§ **Description of the task**
With pictures left out, write out exactly every line from the start of the data through the one that contains "Digitize the connectivity".

Data entries:
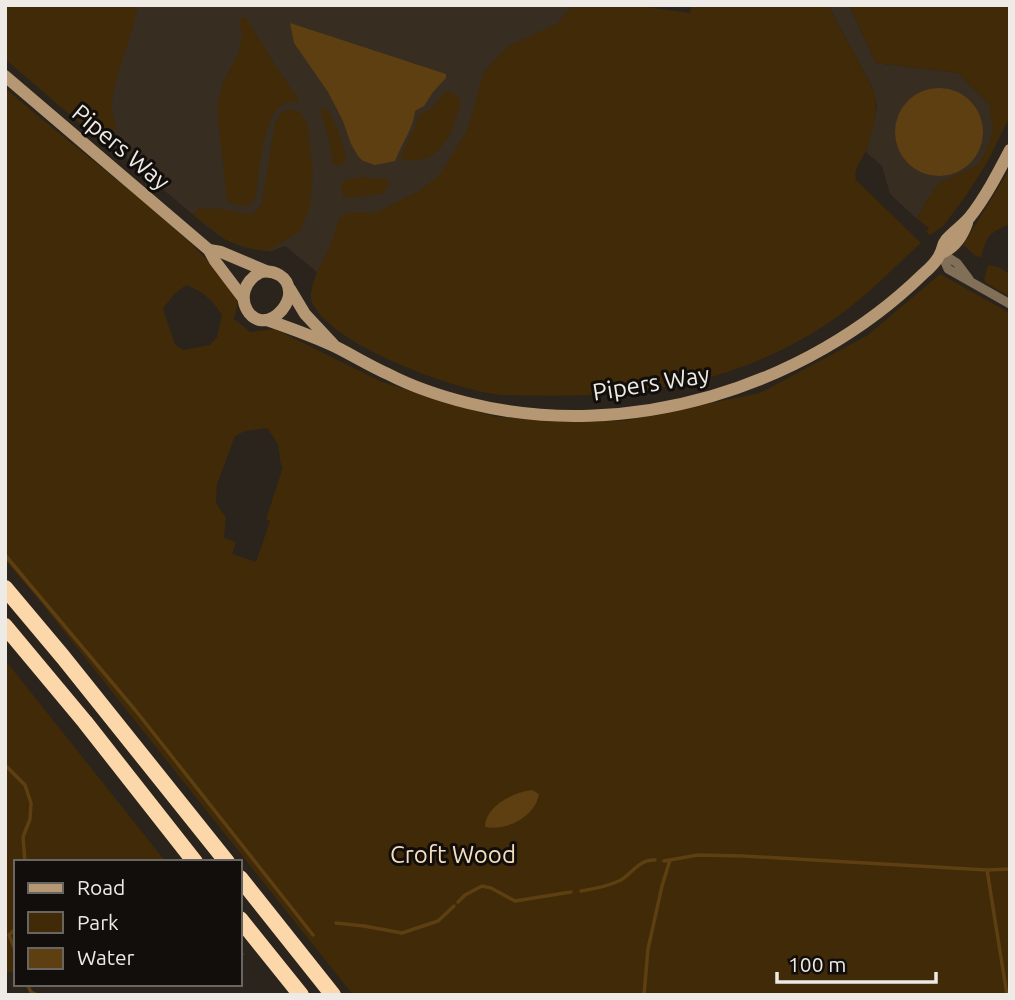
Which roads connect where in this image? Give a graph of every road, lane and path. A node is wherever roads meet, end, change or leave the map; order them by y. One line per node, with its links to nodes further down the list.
1 (5, 76): 3 (main road, Pipers Way)
2 (1010, 150): 4 (main road, Pipers Way)
3 (209, 250): 5 (main road, Pipers Way); 7 (main road, Pipers Way)
4 (941, 253): 8 (street); 10 (main road, Pipers Way)
5 (266, 271): 6 (main road); 7 (main road)
6 (289, 288): 9 (main road); 10 (main road, Pipers Way)
7 (243, 298): 9 (main road)
8 (1010, 304)
9 (268, 320): 10 (main road, Pipers Way)
10 (335, 346)
11 (5, 588): 14 (highway)
12 (5, 625): 13 (highway)
13 (193, 860)
14 (225, 860)
15 (242, 881): 18 (highway)
16 (242, 921): 17 (highway)
17 (301, 995)
18 (332, 995)

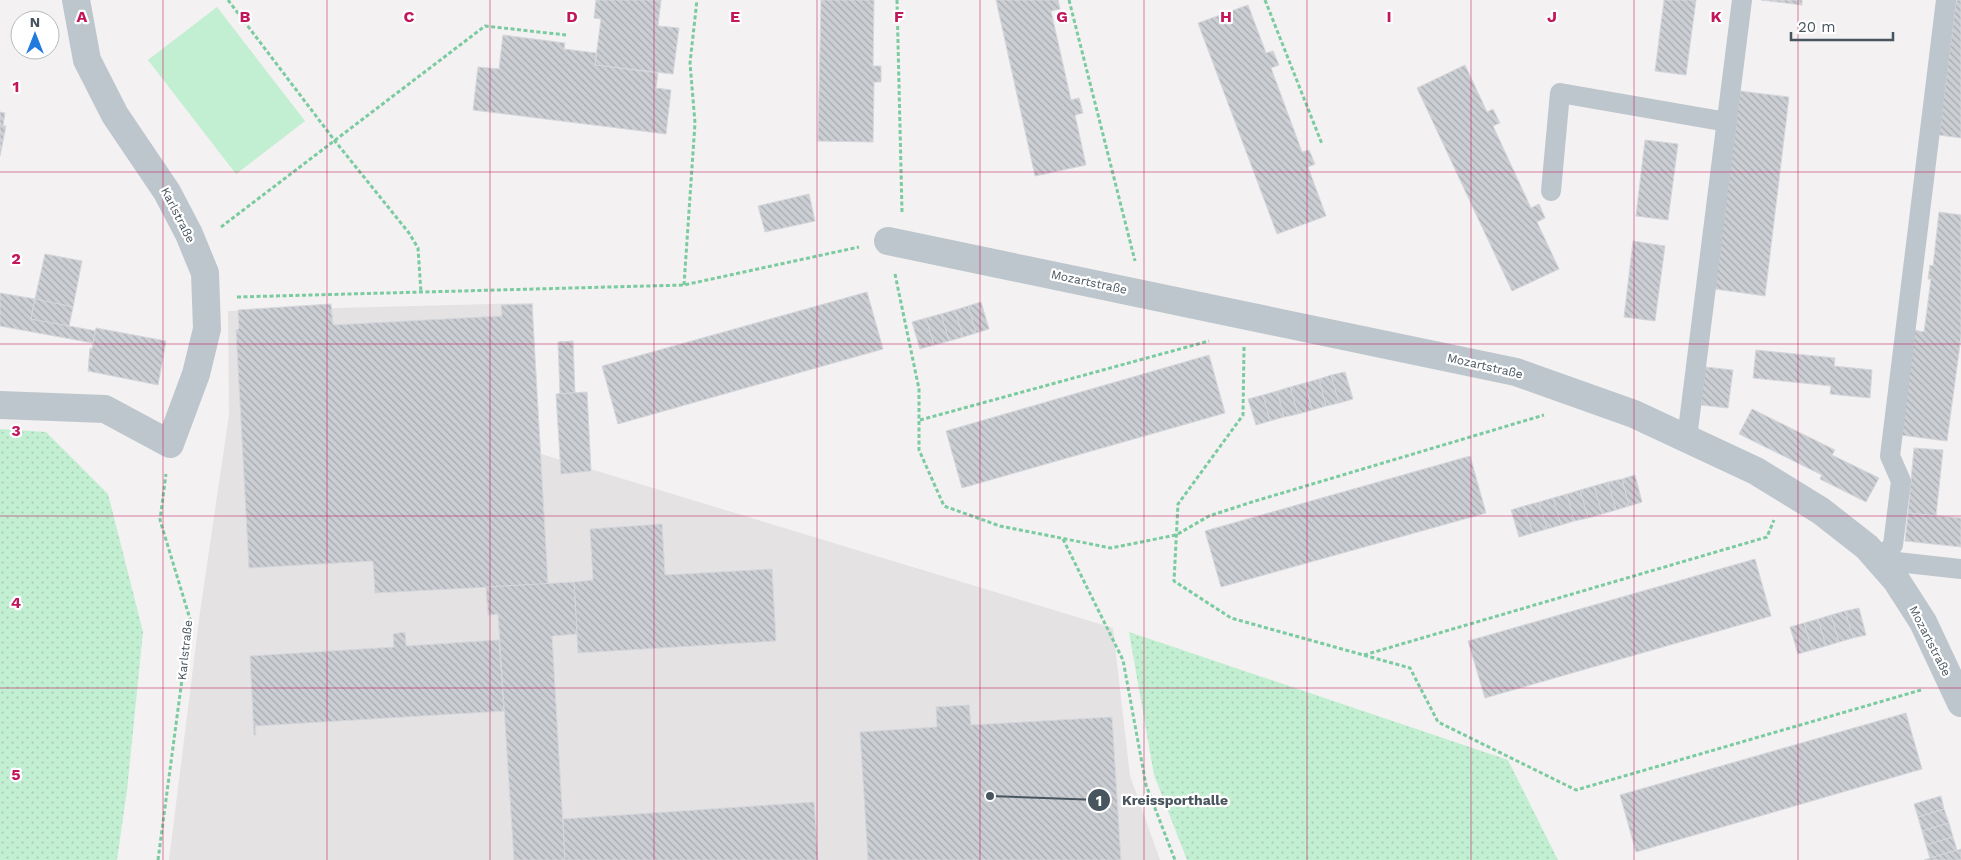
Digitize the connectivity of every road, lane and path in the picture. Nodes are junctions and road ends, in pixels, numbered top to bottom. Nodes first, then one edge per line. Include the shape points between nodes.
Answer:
1 (76, 0) edge
2 (228, 0) edge
3 (697, 0) edge
4 (897, 0) edge
5 (1069, 0) edge
6 (1265, 0) edge
7 (1742, 0) edge
8 (1946, 0) edge
9 (566, 35) dead end
10 (1727, 122) junction
11 (335, 141) junction
12 (1322, 144) dead end
13 (1552, 191) dead end
14 (896, 243) junction
15 (194, 247) junction
16 (684, 286) junction
17 (420, 293) junction
18 (1143, 293) junction
19 (205, 298) junction
20 (1245, 314) junction
21 (0, 405) edge
22 (1547, 414) dead end
23 (920, 420) junction
24 (1687, 438) junction
25 (170, 444) junction
26 (1787, 490) junction
27 (1176, 535) junction
28 (1063, 538) junction
29 (1879, 560) junction
30 (1961, 569) edge
31 (1364, 655) junction
32 (1956, 692) edge
33 (158, 860) edge
34 (1175, 860) edge

1 - 15 street, Karlstraße via 87,60 115,115 167,192
2 - 11 path
3 - 16 path via 690,63 695,123
4 - 14 path
5 - 18 path
6 - 12 path
7 - 10 lane
8 - 29 lane via 1890,456 1901,480 1893,545
9 - 11 path via 485,26
10 - 13 lane via 1560,93
10 - 24 lane
11 - 15 path
11 - 17 path via 418,248
14 - 16 path
14 - 18 street, Mozartstraße
14 - 23 path via 919,389
15 - 19 street, Karlstraße via 205,273
16 - 17 path
17 - 19 path
18 - 20 street, Mozartstraße
19 - 25 street, Karlstraße via 206,329 196,374
20 - 23 path via 1217,340
20 - 24 street, Mozartstraße via 1516,372 1634,414
20 - 27 path via 1243,415 1178,504
21 - 25 street via 105,409
22 - 27 path via 1209,516
23 - 28 path via 919,450 944,506 1000,526
24 - 26 street, Mozartstraße via 1756,471
25 - 33 path, Karlstraße via 160,520 190,619
26 - 29 street, Mozartstraße via 1867,546
26 - 31 path via 1767,537
27 - 28 path via 1111,548
27 - 31 path via 1174,581 1223,613 1231,618
28 - 34 path via 1123,660 1146,785
29 - 30 lane
29 - 32 street, Mozartstraße via 1923,622
31 - 32 path via 1410,668 1438,722 1576,790

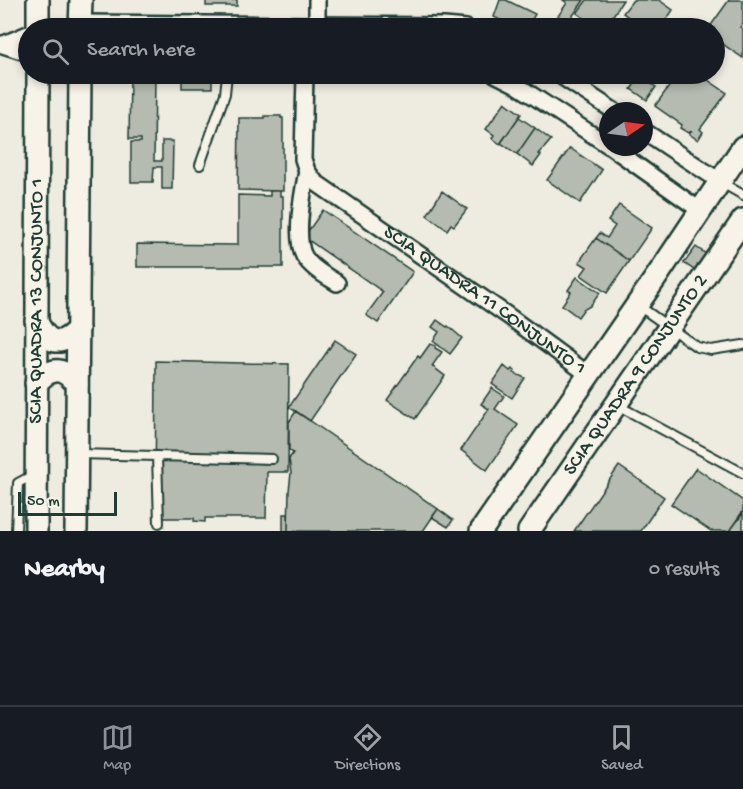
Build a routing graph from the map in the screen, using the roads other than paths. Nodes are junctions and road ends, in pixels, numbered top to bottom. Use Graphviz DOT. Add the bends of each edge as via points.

§ **The answer**
Which roads connect where in this image? Give a graph of every road, lane and path. A node is wherever roads meet, end, change or leave the map; order them by y. One line per node, with its links to nodes further down the list.
1 (5, 76): 3 (main road, Pipers Way)
2 (1010, 150): 4 (main road, Pipers Way)
3 (209, 250): 5 (main road, Pipers Way); 7 (main road, Pipers Way)
4 (941, 253): 8 (street); 10 (main road, Pipers Way)
5 (266, 271): 6 (main road); 7 (main road)
6 (289, 288): 9 (main road); 10 (main road, Pipers Way)
7 (243, 298): 9 (main road)
8 (1010, 304)
9 (268, 320): 10 (main road, Pipers Way)
10 (335, 346)
11 (5, 588): 14 (highway)
12 (5, 625): 13 (highway)
13 (193, 860)
14 (225, 860)
15 (242, 881): 18 (highway)
16 (242, 921): 17 (highway)
17 (301, 995)
18 (332, 995)

Digitize the connectivity of every road, lane and path in the picture. Nodes are junctions and road ends, in pixels, numbered top to bottom. Nodes first, then one edge per line. Include the shape points between nodes.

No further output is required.